• **YOUR GOAL**
Write out, exactly and in full, the records given below, but not their pictures.
■ ■ ■ ■
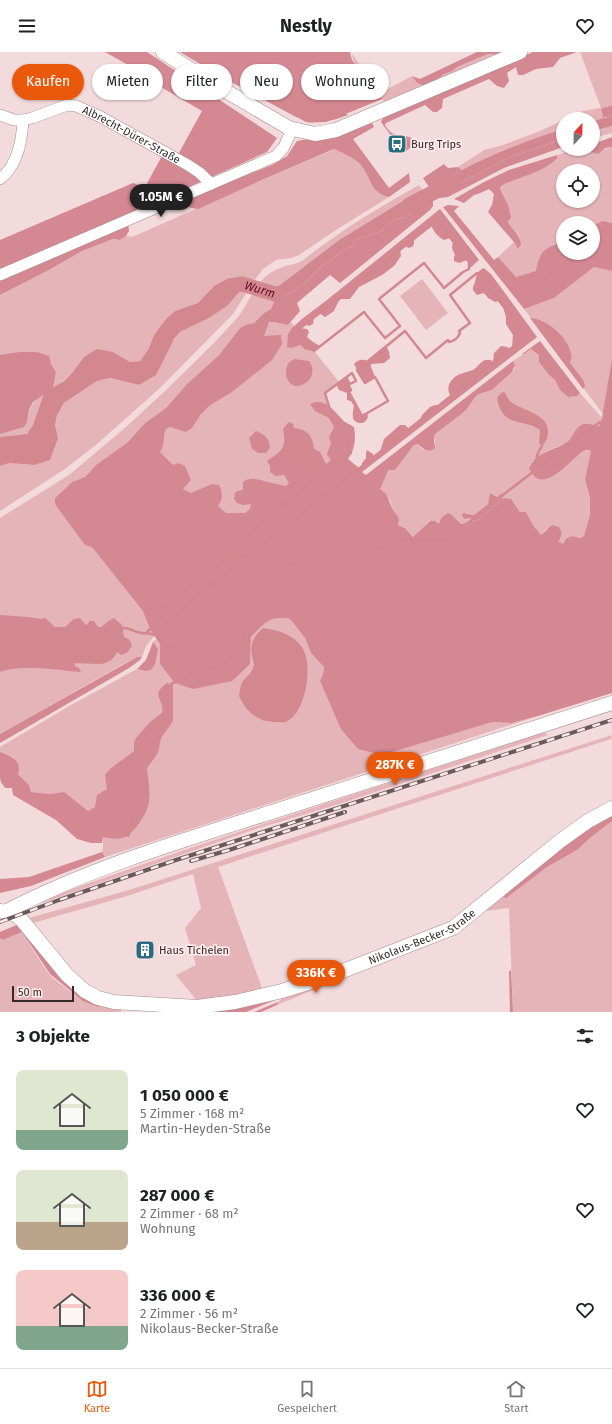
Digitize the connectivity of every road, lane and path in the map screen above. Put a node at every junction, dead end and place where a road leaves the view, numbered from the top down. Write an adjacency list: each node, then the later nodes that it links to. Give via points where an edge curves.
1 (163, 52): 5 (main road, via 219,88)
2 (520, 52): 5 (main road, via 336,130 315,134)
3 (0, 115): 4 (street, Albrecht-Dürer-Straße)
4 (23, 120): 6 (street, via 13,166); 7 (street, Albrecht-Dürer-Straße, via 61,106 76,106 188,165 200,172)
5 (292, 129): 7 (street, via 284,147 276,156)
6 (0, 179)
7 (211, 184): 8 (street)
8 (0, 275)
9 (612, 703): 11 (main road, via 170,845 94,872)
10 (612, 808): 11 (main road, Nikolaus-Becker-Straße, via 560,841 453,928 282,992 217,1006 114,1002 98,998 76,983 21,919)
11 (4, 911)

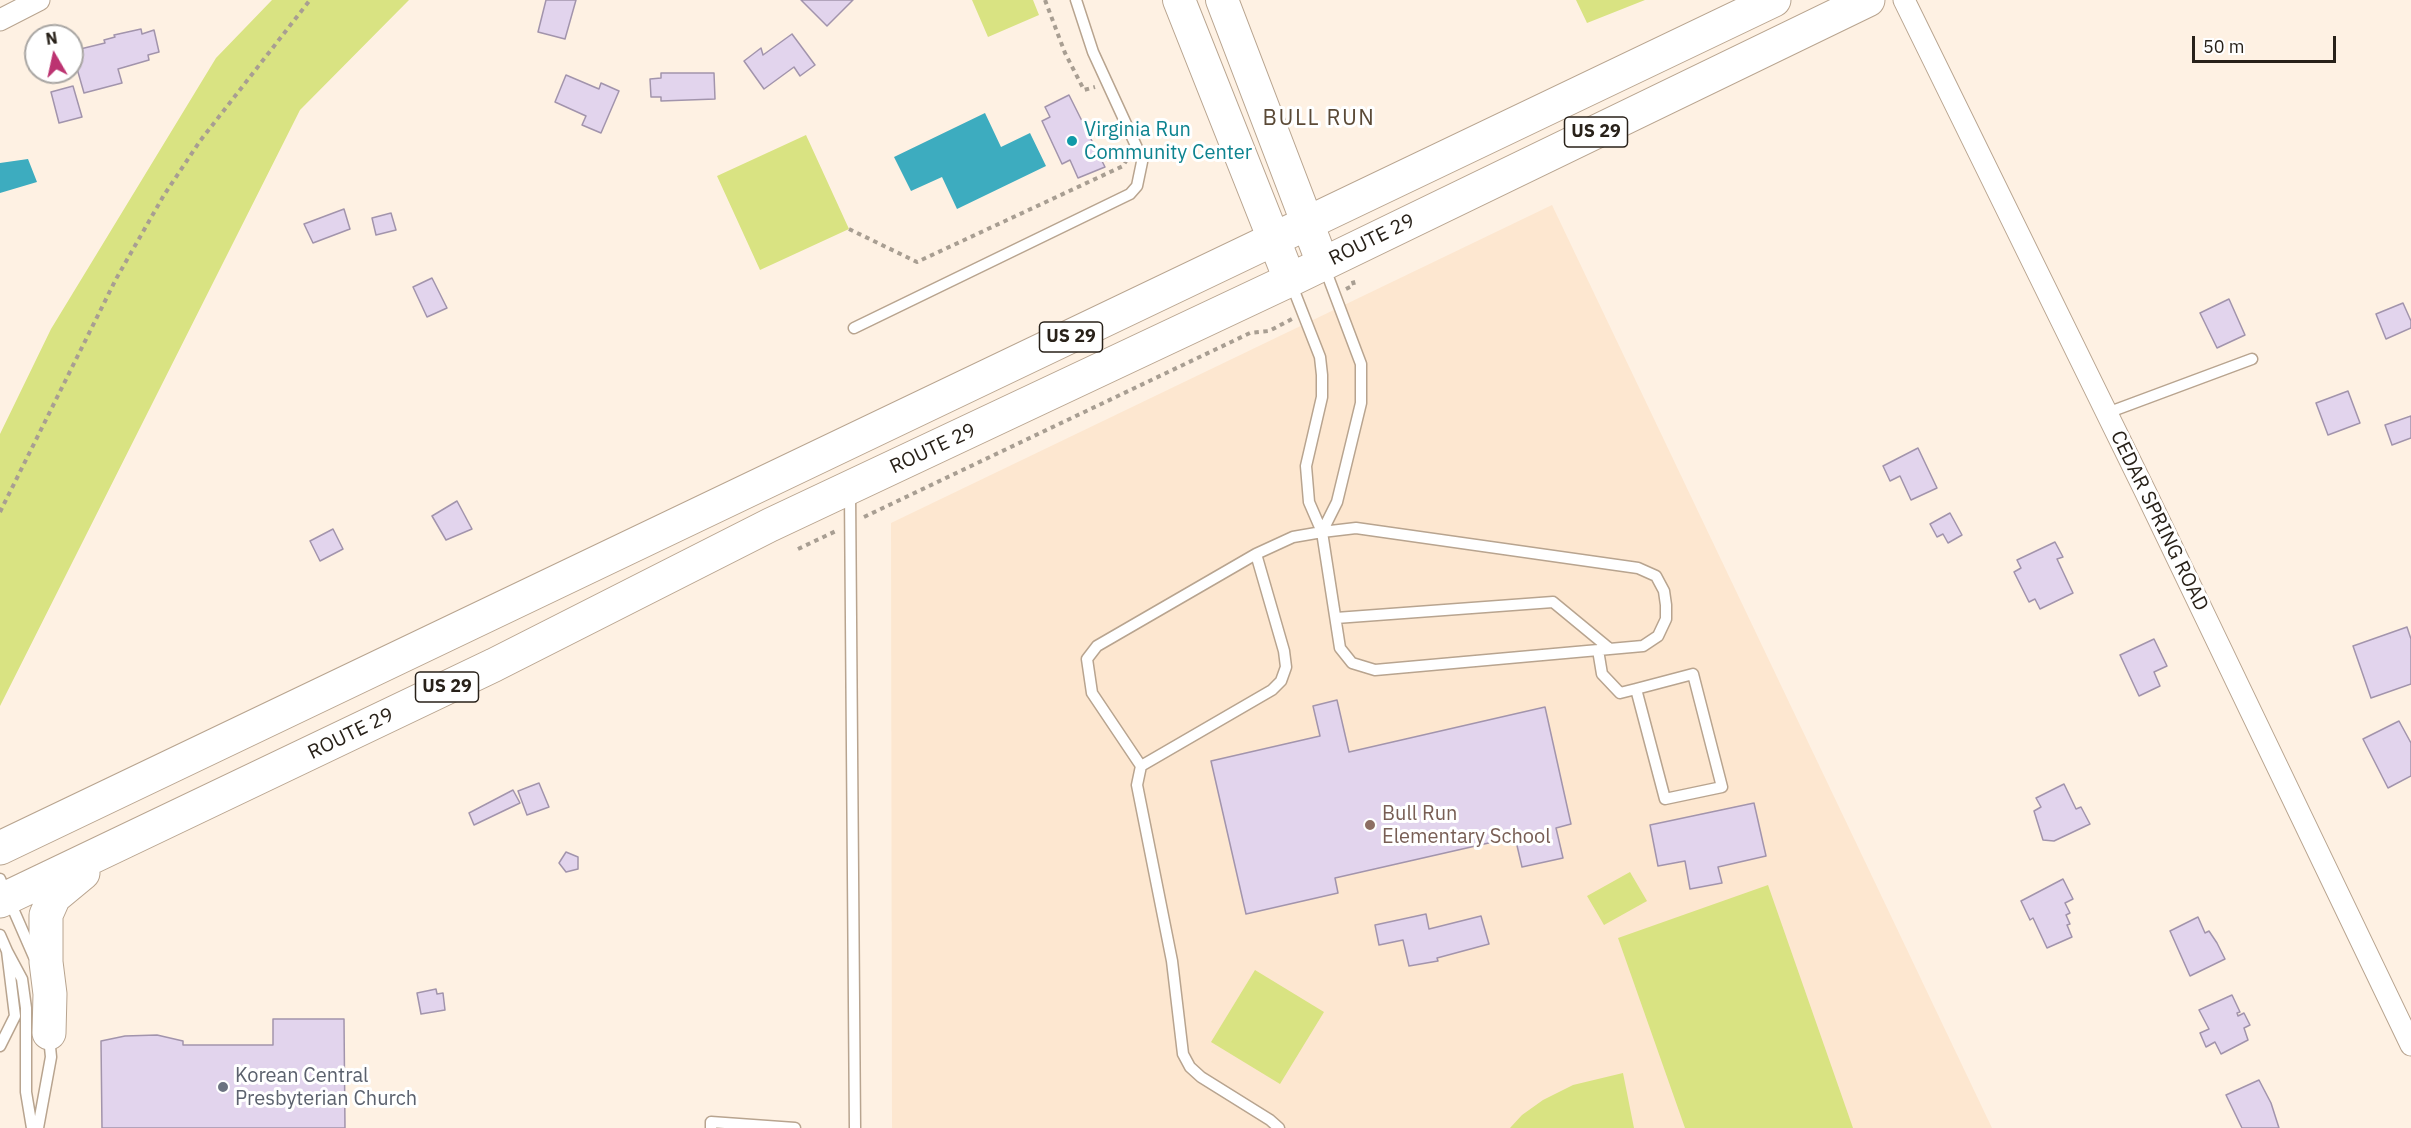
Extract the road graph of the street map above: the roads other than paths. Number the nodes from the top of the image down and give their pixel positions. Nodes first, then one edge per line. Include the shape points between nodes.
1 (39, 0) edge
2 (1076, 0) edge
3 (1179, 0) edge
4 (1222, 0) edge
5 (1774, 0) edge
6 (1868, 0) edge
7 (1904, 0) edge
8 (0, 20) edge
9 (1310, 224) junction
10 (1275, 240) junction
11 (1323, 264) junction
12 (1290, 279) junction
13 (854, 328) dead end
14 (2252, 359) dead end
15 (2107, 413) junction
16 (850, 489) junction
17 (1322, 532) junction
18 (1256, 554) junction
19 (1336, 618) junction
20 (1610, 649) junction
21 (1598, 650) junction
22 (1636, 689) junction
23 (1141, 766) junction
24 (122, 844) junction
25 (0, 848) edge
26 (3, 892) edge
27 (0, 935) edge
28 (7, 951) junction
29 (49, 1033) junction
30 (2411, 1045) edge
31 (0, 1046) edge
32 (32, 1128) edge
33 (38, 1128) edge
34 (711, 1128) edge
35 (795, 1128) edge
36 (855, 1128) edge
37 (1279, 1128) edge

1 - 8 street
2 - 13 lane via 1093,52 1142,162 1137,186 1130,194
3 - 10 main road
4 - 9 main road
5 - 9 main road, US 29
6 - 11 main road, ROUTE 29 / US 29
7 - 15 street, CEDAR SPRING ROAD
9 - 10 main road, US 29
9 - 11 main road
10 - 12 main road
10 - 25 main road, US 29
11 - 12 main road, ROUTE 29 / US 29
11 - 17 lane via 1361,364 1360,403 1337,502
12 - 16 main road, ROUTE 29 / US 29
12 - 17 lane via 1320,357 1322,398 1306,466 1309,502
14 - 15 lane
15 - 30 street, CEDAR SPRING ROAD
16 - 24 main road, ROUTE 29 / US 29
16 - 36 lane
17 - 18 lane via 1293,537
17 - 19 lane
17 - 20 lane via 1356,528 1638,568 1656,576 1666,605 1666,619 1658,636 1643,646
18 - 23 lane via 1284,651 1286,667 1281,681 1272,690
18 - 23 lane via 1097,646 1087,658 1092,693
19 - 20 lane via 1552,602
19 - 21 lane via 1340,648 1352,663 1375,670
20 - 21 lane
21 - 22 lane via 1602,674 1620,693
22 - 22 lane via 1693,674 1722,788 1665,799
23 - 37 lane via 1137,785 1172,961 1183,1054 1200,1077
24 - 26 main road, ROUTE 29 / US 29
24 - 29 main road via 59,892 46,915
26 - 29 lane via 33,956
27 - 28 lane
28 - 31 lane via 15,1016
28 - 32 lane via 22,979 25,998 26,1092
29 - 33 lane via 51,1057
34 - 35 lane via 711,1122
■ ■ ■ ■
• **REPLY TO THE TASK**
Digitize the connectivity of every road, lane and path in the map screen above. Put a node at every junction, dead end and place where a road leaves the view, numbered from the top down. Write an adjacency list: each node, then the later nodes that it links to. Give via points where an edge curves.
1 (163, 52): 5 (main road, via 219,88)
2 (520, 52): 5 (main road, via 336,130 315,134)
3 (0, 115): 4 (street, Albrecht-Dürer-Straße)
4 (23, 120): 6 (street, via 13,166); 7 (street, Albrecht-Dürer-Straße, via 61,106 76,106 188,165 200,172)
5 (292, 129): 7 (street, via 284,147 276,156)
6 (0, 179)
7 (211, 184): 8 (street)
8 (0, 275)
9 (612, 703): 11 (main road, via 170,845 94,872)
10 (612, 808): 11 (main road, Nikolaus-Becker-Straße, via 560,841 453,928 282,992 217,1006 114,1002 98,998 76,983 21,919)
11 (4, 911)

Extract the road graph of the street map above: the roads other than paths. Number the nodes from the top of the image down and give their pixel positions. Nodes first, then one edge per line. Include the shape points between nodes.
1 (39, 0) edge
2 (1076, 0) edge
3 (1179, 0) edge
4 (1222, 0) edge
5 (1774, 0) edge
6 (1868, 0) edge
7 (1904, 0) edge
8 (0, 20) edge
9 (1310, 224) junction
10 (1275, 240) junction
11 (1323, 264) junction
12 (1290, 279) junction
13 (854, 328) dead end
14 (2252, 359) dead end
15 (2107, 413) junction
16 (850, 489) junction
17 (1322, 532) junction
18 (1256, 554) junction
19 (1336, 618) junction
20 (1610, 649) junction
21 (1598, 650) junction
22 (1636, 689) junction
23 (1141, 766) junction
24 (122, 844) junction
25 (0, 848) edge
26 (3, 892) edge
27 (0, 935) edge
28 (7, 951) junction
29 (49, 1033) junction
30 (2411, 1045) edge
31 (0, 1046) edge
32 (32, 1128) edge
33 (38, 1128) edge
34 (711, 1128) edge
35 (795, 1128) edge
36 (855, 1128) edge
37 (1279, 1128) edge

1 - 8 street
2 - 13 lane via 1093,52 1142,162 1137,186 1130,194
3 - 10 main road
4 - 9 main road
5 - 9 main road, US 29
6 - 11 main road, ROUTE 29 / US 29
7 - 15 street, CEDAR SPRING ROAD
9 - 10 main road, US 29
9 - 11 main road
10 - 12 main road
10 - 25 main road, US 29
11 - 12 main road, ROUTE 29 / US 29
11 - 17 lane via 1361,364 1360,403 1337,502
12 - 16 main road, ROUTE 29 / US 29
12 - 17 lane via 1320,357 1322,398 1306,466 1309,502
14 - 15 lane
15 - 30 street, CEDAR SPRING ROAD
16 - 24 main road, ROUTE 29 / US 29
16 - 36 lane
17 - 18 lane via 1293,537
17 - 19 lane
17 - 20 lane via 1356,528 1638,568 1656,576 1666,605 1666,619 1658,636 1643,646
18 - 23 lane via 1284,651 1286,667 1281,681 1272,690
18 - 23 lane via 1097,646 1087,658 1092,693
19 - 20 lane via 1552,602
19 - 21 lane via 1340,648 1352,663 1375,670
20 - 21 lane
21 - 22 lane via 1602,674 1620,693
22 - 22 lane via 1693,674 1722,788 1665,799
23 - 37 lane via 1137,785 1172,961 1183,1054 1200,1077
24 - 26 main road, ROUTE 29 / US 29
24 - 29 main road via 59,892 46,915
26 - 29 lane via 33,956
27 - 28 lane
28 - 31 lane via 15,1016
28 - 32 lane via 22,979 25,998 26,1092
29 - 33 lane via 51,1057
34 - 35 lane via 711,1122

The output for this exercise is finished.